Este relatório foi pedido pelos oito países - Afeganistão, Bangladesh, Botão, China, Índia, Myanmar, Nepal e Paquistão - abrangidos pela cadeia montanhosa, que procuram agora encontrar uma solução para o problema.

Foram mais de 200 os cientistas a trabalhar no relatório ao longo de cinco anos, com outros 125 especialistas a realizar análises ao trabalho efetuado. Até há pouco tempo, o impacto das alterações climáticas sobre o gelo na região era tido como incerto, afirmou Philippus Wester.

"Mas agora sabemos realmente o suficiente para agir e é urgente agir", acrescentou o líder do projeto.
  No relatório, estima-se que a partir de 2060 os fluxos fluviais entrem em declínio, por falta de gelo.
Desde a década de 70, cerca de 15 por cento do gelo na região HKH desapareceu com o aumento das temperaturas. Mas o impacto do aquecimento é variável.

Alguns glaciares no Afeganistão e no Paquistão estão estáveis e alguns até estão a ganhar gelo, muito provavelmente devido ao aumento da cobertura de nuvens e à mudança de ventos, que traz mais neve.

Todavia, Wester acredita que mesmo estes vão começar a derreter com o aquecimento futuro, apesar dos tetos de emissões de gases com efeito de estufa impostos por diferentes tratados climáticos.

O derretimento das calotes geladas aumentará os fluxos fluviais até 2060, refere o investigador, aumentando assim o risco de que os lagos de alta altitude não consigam reter as águas e surjam ruturas nas margens.
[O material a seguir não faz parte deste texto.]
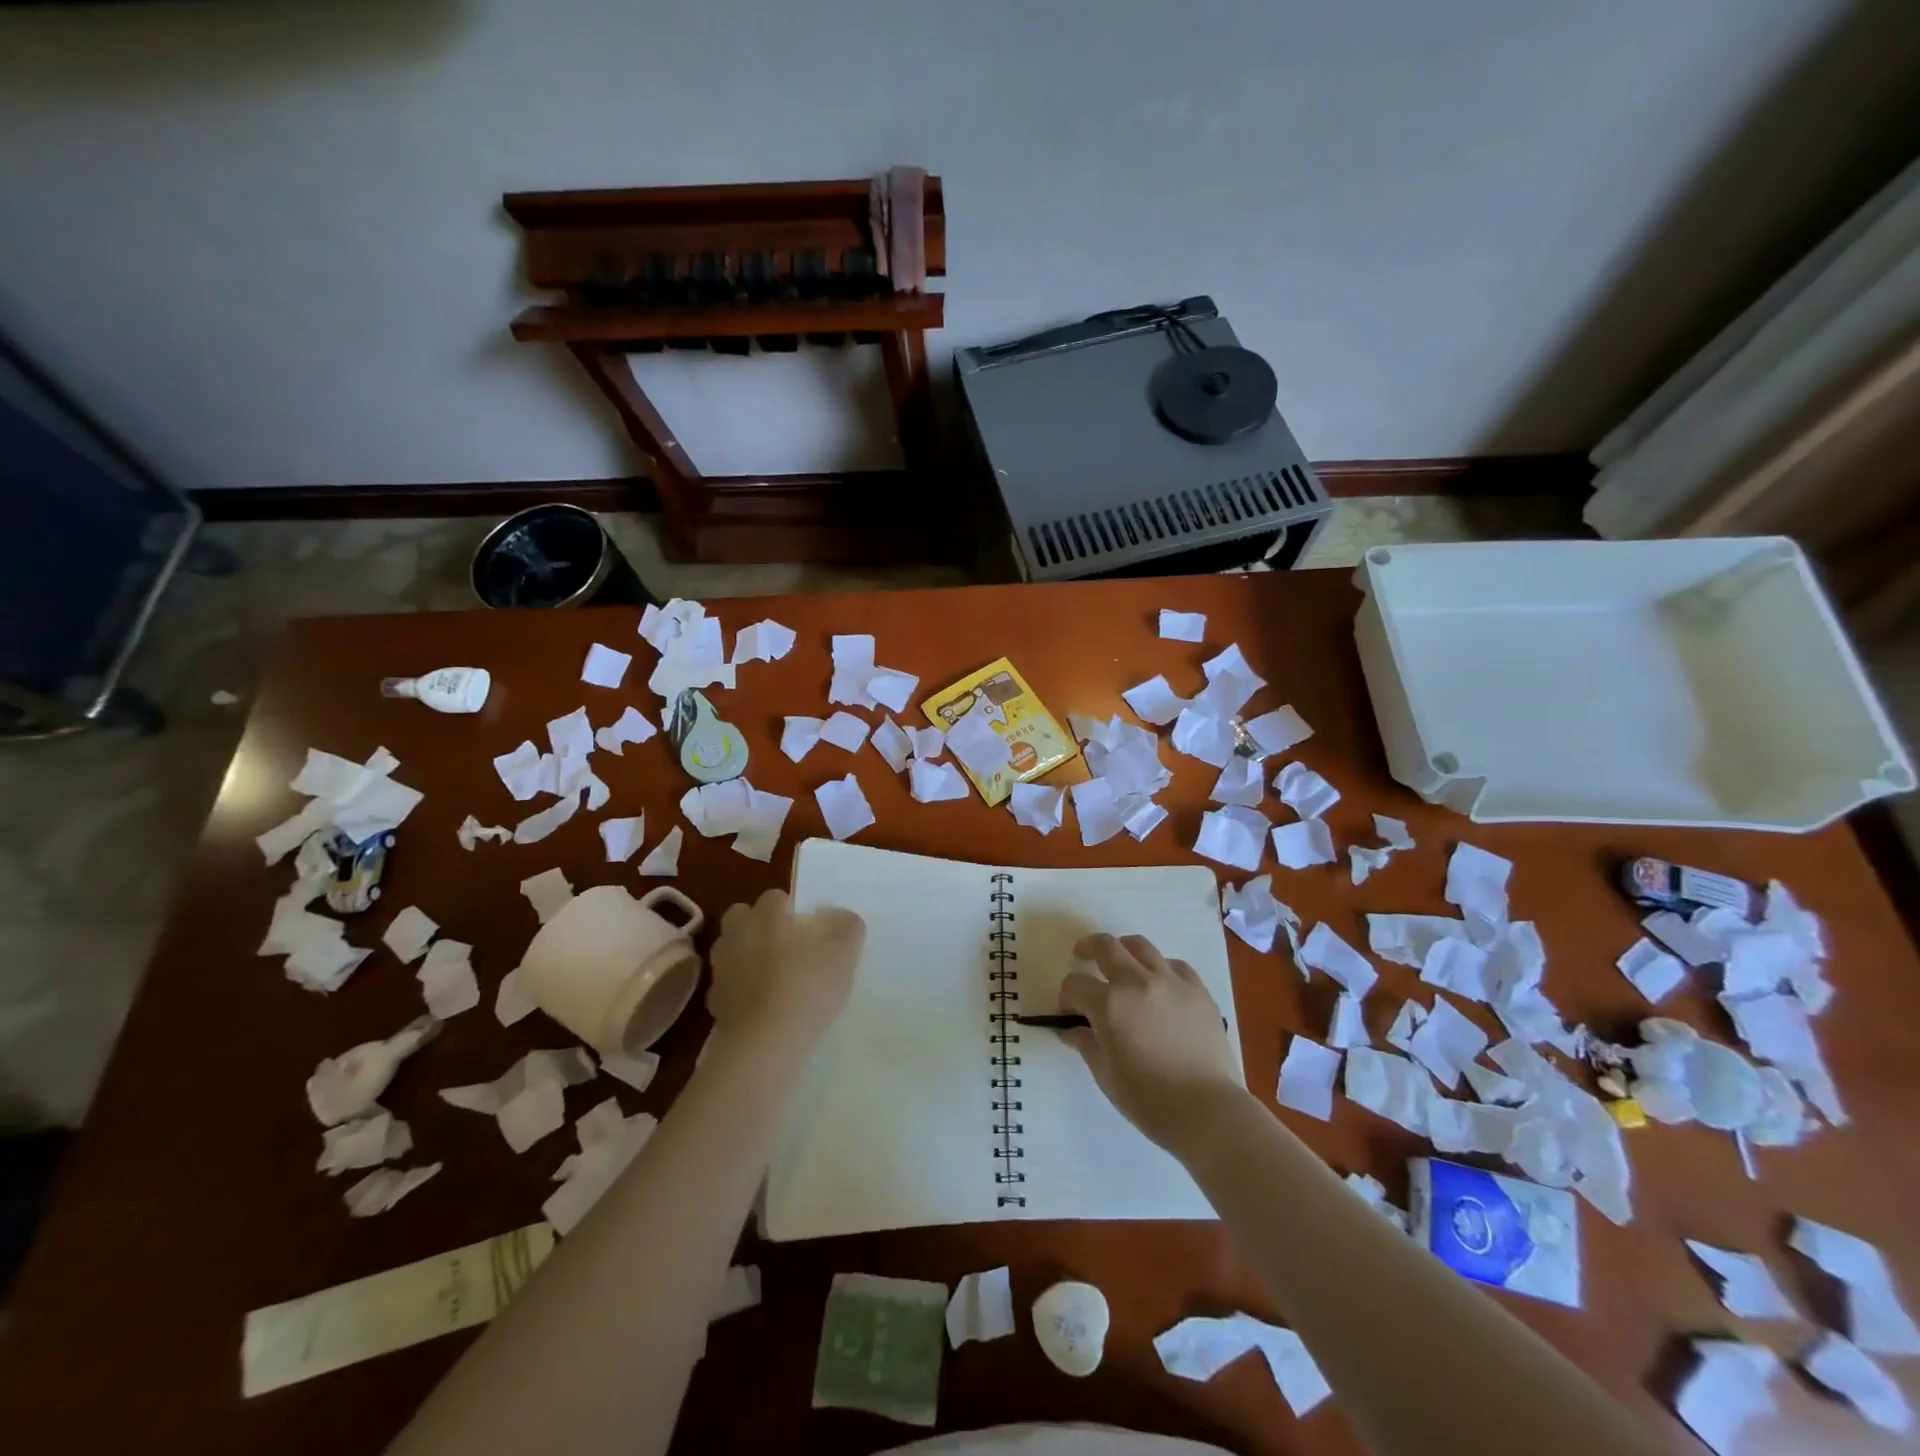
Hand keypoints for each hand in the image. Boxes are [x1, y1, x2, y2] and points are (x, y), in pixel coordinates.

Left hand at [707, 889, 864, 1062]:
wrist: (763, 1045)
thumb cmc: (806, 989)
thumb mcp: (844, 955)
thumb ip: (848, 928)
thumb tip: (843, 917)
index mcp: (767, 917)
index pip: (774, 896)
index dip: (790, 908)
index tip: (806, 927)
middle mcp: (738, 934)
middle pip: (741, 915)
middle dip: (757, 923)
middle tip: (784, 943)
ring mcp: (721, 968)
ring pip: (730, 947)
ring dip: (745, 953)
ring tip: (771, 973)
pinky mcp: (713, 1001)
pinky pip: (726, 983)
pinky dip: (738, 988)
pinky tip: (760, 1003)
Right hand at [1059, 933, 1242, 1152]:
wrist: (1209, 1111)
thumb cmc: (1149, 1100)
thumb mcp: (1106, 1075)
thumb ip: (1086, 1044)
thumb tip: (1072, 1029)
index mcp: (1110, 1004)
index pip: (1075, 985)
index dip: (1067, 997)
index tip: (1070, 1013)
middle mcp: (1138, 982)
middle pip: (1106, 946)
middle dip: (1088, 949)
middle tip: (1083, 956)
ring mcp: (1171, 982)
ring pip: (1140, 946)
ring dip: (1124, 950)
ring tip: (1122, 964)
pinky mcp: (1198, 990)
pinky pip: (1174, 965)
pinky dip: (1161, 969)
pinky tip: (1160, 985)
Formar-se-ão enormes massas de água que acabarão por afetar as comunidades a jusante.

Por outro lado, após o degelo, o efeito inverso é acentuado. O investigador estima que a partir de 2060 os fluxos fluviais entrem em declínio, por ausência de gelo. Os rios Indo e da Ásia Central serão os mais afetados.

Philippus Wester afirma que "essas áreas serão duramente atingidas", com evidentes quebras na produção de energia nas centrais hidroelétricas que geram grande parte da eletricidade da região. Mas o impacto mais grave será sobre os agricultores no sopé das montanhas e a jusante, que dependem de um abastecimento previsível de água.

Este novo relatório destaca ainda a vulnerabilidade de muitos habitantes da região, onde um terço das pessoas vive com menos de dois euros por dia, longe da ajuda em caso de desastre climático.

Por outro lado, as tensões políticas entre Índia e o Paquistão, podem mesmo aumentar. "Há tempos difíceis pela frente na região. Como muitos dos desastres e mudanças repentinas acontecerão além das fronteiras, o conflito entre os países da região pode facilmente aumentar", refere Eklabya Sharma, vice-diretor geral da Icimod.

Perante o quadro que se desenha no horizonte - instabilidade política, migrações em massa, crescimento populacional e uso incessante de recursos fósseis -, os próximos anos não prometem trazer boas novas. As alterações climáticas farão parte desta equação.